Yeah. So for the blinded analysis, or the unblinded analysis for the efficacy is a futility analysis, and then if they meet the bar, and they will go forward. That's all for the efficacy side.

Bruce Steel
CEO, Equillium

That, that's our... Well, so the interim includes stopping points for both futility and efficacy. So there's one measure, do we clear futility? There's another, do we exceed the efficacy boundary? Probability-wise, we're expecting to land somewhere in the middle.

Roger Song
Senior Equity Research Analyst, Jefferies

Mm-hmm.

Bruce Steel
CEO, Equillium

We'll see. Obviously, we need to turn the data over, but that's our expectation, generally from how you set these futility boundaries are kind of set pretty wide. You don't want to discontinue a study early prematurely that might end up succeeding, and similarly, you don't wanna stop a study early unless the efficacy is really quite, you know, quite overwhelming. So that's our expectation. I think that's Ono's expectation, and that's what they're looking to see based on what they've communicated to us.

Roger Song
Senior Equity Research Analyst, Jefferies

It's fair to assume if no unexpected safety tolerability issue, and then the study proceed as planned without the futility, that probably is sufficient for Ono too?

Bruce Steel
CEO, Equillium

We would think so. I mean, they're pretty committed to the program. They'll have quite a bit of capital invested at the time of this interim analysis. They've been great partners to the company. I mean, really, really great partners. And we've been very engaged cross-functionally since we started this partnership a year and a half ago. So, you know, we're very pleased with this relationship, and, you know, we're hoping this drug performs and that they can take it forward and get this to patients. There's a very high unmet need in this first-line acute GVHD, particularly in the patient group that we're studying, which are, you know, pretty severe patients, very high mortality rates.

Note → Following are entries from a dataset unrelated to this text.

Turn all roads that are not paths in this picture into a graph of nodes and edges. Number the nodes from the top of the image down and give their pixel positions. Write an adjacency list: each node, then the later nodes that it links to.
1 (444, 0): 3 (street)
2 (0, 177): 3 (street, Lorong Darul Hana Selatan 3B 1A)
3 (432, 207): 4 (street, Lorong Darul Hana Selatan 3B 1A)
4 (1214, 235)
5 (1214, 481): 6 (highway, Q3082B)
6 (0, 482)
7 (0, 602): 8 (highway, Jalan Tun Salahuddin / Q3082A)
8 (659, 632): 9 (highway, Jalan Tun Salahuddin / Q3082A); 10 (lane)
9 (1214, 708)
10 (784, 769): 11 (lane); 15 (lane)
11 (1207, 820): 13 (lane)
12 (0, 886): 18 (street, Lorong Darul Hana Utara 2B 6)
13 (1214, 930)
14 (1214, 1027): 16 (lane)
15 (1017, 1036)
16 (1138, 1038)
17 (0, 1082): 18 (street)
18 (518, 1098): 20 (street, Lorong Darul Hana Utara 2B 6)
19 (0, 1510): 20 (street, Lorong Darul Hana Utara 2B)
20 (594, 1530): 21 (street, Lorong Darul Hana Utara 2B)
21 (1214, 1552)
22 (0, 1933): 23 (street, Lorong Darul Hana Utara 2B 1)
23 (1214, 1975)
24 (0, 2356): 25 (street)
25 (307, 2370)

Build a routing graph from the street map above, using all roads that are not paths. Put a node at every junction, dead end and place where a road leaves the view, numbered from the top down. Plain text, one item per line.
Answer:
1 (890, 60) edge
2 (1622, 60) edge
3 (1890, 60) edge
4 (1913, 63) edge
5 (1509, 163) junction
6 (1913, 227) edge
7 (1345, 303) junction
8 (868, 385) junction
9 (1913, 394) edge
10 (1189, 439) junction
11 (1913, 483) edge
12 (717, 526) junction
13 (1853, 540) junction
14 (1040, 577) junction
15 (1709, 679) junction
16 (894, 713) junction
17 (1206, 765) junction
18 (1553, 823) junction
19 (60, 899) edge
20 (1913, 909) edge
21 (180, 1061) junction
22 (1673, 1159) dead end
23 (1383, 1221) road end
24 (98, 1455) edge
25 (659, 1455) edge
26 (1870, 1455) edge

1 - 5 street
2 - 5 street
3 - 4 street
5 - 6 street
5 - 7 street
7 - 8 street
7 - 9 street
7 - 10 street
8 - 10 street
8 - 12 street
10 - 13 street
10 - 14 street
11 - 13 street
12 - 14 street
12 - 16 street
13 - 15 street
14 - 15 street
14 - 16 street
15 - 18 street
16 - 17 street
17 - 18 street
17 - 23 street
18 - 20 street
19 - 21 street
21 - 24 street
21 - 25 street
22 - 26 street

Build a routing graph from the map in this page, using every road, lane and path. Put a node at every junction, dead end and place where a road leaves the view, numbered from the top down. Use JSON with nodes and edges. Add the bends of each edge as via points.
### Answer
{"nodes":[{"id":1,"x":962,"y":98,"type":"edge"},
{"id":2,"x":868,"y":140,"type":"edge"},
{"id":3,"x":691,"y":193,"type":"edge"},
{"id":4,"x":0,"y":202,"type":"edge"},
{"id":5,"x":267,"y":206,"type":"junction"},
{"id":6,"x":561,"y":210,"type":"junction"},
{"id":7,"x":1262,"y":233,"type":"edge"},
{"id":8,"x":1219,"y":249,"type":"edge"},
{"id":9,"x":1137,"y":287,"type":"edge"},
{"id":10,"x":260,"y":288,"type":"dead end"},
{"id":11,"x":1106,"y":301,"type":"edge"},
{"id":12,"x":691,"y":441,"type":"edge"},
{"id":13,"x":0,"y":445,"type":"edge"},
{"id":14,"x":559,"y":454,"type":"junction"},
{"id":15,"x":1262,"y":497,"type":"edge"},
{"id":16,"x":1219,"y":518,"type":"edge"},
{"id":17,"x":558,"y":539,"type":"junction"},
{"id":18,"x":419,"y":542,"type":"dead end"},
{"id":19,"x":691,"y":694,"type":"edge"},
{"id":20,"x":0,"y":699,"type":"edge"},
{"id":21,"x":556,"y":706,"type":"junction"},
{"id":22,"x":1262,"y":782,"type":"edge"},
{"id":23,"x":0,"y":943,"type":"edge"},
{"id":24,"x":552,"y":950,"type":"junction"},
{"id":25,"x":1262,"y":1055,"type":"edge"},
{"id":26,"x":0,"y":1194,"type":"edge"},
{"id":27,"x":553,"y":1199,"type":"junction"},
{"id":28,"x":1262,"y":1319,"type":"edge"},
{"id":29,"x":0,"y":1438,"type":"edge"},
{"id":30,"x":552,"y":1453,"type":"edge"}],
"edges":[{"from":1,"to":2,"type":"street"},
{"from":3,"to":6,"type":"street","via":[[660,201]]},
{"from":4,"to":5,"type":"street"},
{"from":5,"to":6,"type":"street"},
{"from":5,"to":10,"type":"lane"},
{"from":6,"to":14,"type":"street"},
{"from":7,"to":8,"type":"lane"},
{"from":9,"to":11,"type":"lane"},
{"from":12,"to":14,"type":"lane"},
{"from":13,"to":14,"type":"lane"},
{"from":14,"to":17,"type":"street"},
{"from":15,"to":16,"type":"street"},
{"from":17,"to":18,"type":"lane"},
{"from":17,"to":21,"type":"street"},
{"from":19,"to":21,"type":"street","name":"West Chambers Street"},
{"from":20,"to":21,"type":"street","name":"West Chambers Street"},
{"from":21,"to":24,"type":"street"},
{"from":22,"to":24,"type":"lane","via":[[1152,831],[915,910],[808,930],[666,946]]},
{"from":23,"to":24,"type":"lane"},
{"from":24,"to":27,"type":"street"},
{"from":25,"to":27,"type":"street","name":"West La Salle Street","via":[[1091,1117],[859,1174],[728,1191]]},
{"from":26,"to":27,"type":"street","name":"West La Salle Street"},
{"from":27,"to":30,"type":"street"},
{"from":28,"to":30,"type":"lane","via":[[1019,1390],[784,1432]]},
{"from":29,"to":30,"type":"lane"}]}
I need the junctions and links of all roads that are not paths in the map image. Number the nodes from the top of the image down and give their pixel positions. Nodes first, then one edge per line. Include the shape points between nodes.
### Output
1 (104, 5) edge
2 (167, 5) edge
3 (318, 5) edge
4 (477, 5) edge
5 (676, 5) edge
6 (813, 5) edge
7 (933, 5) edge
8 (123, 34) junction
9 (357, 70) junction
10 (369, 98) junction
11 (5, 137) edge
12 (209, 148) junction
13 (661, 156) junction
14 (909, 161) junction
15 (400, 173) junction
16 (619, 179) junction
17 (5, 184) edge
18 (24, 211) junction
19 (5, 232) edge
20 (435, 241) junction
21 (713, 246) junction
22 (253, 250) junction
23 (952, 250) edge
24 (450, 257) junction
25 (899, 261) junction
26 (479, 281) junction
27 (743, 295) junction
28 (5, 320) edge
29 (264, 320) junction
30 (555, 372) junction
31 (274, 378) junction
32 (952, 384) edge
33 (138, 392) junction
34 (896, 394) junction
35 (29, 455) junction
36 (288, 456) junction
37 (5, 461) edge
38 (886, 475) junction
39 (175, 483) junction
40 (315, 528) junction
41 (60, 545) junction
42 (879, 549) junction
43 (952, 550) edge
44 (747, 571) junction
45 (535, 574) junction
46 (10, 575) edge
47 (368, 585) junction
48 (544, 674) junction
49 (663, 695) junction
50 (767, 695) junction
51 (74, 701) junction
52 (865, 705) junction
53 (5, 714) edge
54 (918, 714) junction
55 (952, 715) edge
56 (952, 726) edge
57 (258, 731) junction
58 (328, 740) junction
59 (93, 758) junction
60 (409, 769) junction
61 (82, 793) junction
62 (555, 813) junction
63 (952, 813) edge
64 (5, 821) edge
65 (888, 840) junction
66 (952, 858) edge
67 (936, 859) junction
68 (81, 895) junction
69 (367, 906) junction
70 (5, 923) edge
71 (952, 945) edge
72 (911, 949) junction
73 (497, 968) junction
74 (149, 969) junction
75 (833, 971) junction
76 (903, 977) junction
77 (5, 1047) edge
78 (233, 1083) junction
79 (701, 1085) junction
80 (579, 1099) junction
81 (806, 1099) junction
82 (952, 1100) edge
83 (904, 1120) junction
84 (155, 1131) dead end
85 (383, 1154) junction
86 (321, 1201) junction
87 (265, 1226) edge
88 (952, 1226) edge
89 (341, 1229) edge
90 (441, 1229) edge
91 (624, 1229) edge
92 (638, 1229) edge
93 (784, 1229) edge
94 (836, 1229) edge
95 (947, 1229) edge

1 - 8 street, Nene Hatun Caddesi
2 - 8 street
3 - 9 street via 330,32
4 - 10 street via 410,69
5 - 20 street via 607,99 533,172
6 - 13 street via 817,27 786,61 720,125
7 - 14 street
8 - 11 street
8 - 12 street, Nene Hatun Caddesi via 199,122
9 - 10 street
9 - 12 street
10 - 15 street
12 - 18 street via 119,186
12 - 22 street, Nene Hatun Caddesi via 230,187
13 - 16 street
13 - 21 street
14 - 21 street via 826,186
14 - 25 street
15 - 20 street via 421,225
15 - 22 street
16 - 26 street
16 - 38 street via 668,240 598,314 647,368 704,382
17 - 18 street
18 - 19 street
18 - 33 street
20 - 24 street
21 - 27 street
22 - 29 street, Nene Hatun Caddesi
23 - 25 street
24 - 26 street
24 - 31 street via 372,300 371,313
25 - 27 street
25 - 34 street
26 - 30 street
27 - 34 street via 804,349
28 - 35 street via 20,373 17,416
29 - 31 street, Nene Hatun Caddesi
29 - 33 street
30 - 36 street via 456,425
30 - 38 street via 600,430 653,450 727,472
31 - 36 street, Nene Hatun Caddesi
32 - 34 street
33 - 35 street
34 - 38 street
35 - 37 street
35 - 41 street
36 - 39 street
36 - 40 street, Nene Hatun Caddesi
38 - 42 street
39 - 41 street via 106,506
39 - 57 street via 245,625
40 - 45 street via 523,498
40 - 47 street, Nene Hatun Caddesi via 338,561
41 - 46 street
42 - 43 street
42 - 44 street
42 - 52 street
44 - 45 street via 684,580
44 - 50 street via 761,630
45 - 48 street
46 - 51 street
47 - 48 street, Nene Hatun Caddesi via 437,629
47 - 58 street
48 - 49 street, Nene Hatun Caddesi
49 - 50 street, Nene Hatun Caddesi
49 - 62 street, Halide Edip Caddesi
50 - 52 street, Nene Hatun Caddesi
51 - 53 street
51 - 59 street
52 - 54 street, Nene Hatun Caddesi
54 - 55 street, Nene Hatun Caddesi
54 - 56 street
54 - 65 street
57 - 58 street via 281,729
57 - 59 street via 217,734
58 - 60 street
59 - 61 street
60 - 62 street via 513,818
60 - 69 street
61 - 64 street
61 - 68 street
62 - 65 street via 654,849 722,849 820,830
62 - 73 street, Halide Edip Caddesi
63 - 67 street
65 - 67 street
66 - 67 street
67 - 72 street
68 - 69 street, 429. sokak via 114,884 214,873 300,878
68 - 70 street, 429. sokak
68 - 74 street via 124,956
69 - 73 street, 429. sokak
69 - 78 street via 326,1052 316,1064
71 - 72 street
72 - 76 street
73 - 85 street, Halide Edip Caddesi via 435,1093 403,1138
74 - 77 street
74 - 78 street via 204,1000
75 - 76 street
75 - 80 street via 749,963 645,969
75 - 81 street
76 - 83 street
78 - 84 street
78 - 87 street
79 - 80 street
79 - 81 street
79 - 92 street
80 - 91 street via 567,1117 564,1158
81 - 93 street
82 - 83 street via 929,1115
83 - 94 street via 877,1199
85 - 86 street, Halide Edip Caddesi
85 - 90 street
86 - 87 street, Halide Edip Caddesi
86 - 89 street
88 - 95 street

You know, patients have to basically progress past standard of care to get JAK inhibitors as sort of rescue therapy. So, you know, we're hopeful this all works out for everybody.

Roger Song
Senior Equity Research Analyst, Jefferies

Yeah. Excellent. Okay, just, remind us the cash, runway, and then do you any other last minute?

Bruce Steel
CEO, Equillium

Yeah. So cash guidance is we have cash on the balance sheet per our operating plan into the second half of 2025. I think we reported around $32 million in cash at the end of Q1. Burn rate's been very modest based on the Ono funding of itolizumab. So, the runway and cash does not contemplate the Ono scenario, where they opt in and exercise their rights to the drug, so that would add considerably to the cash balance and runway.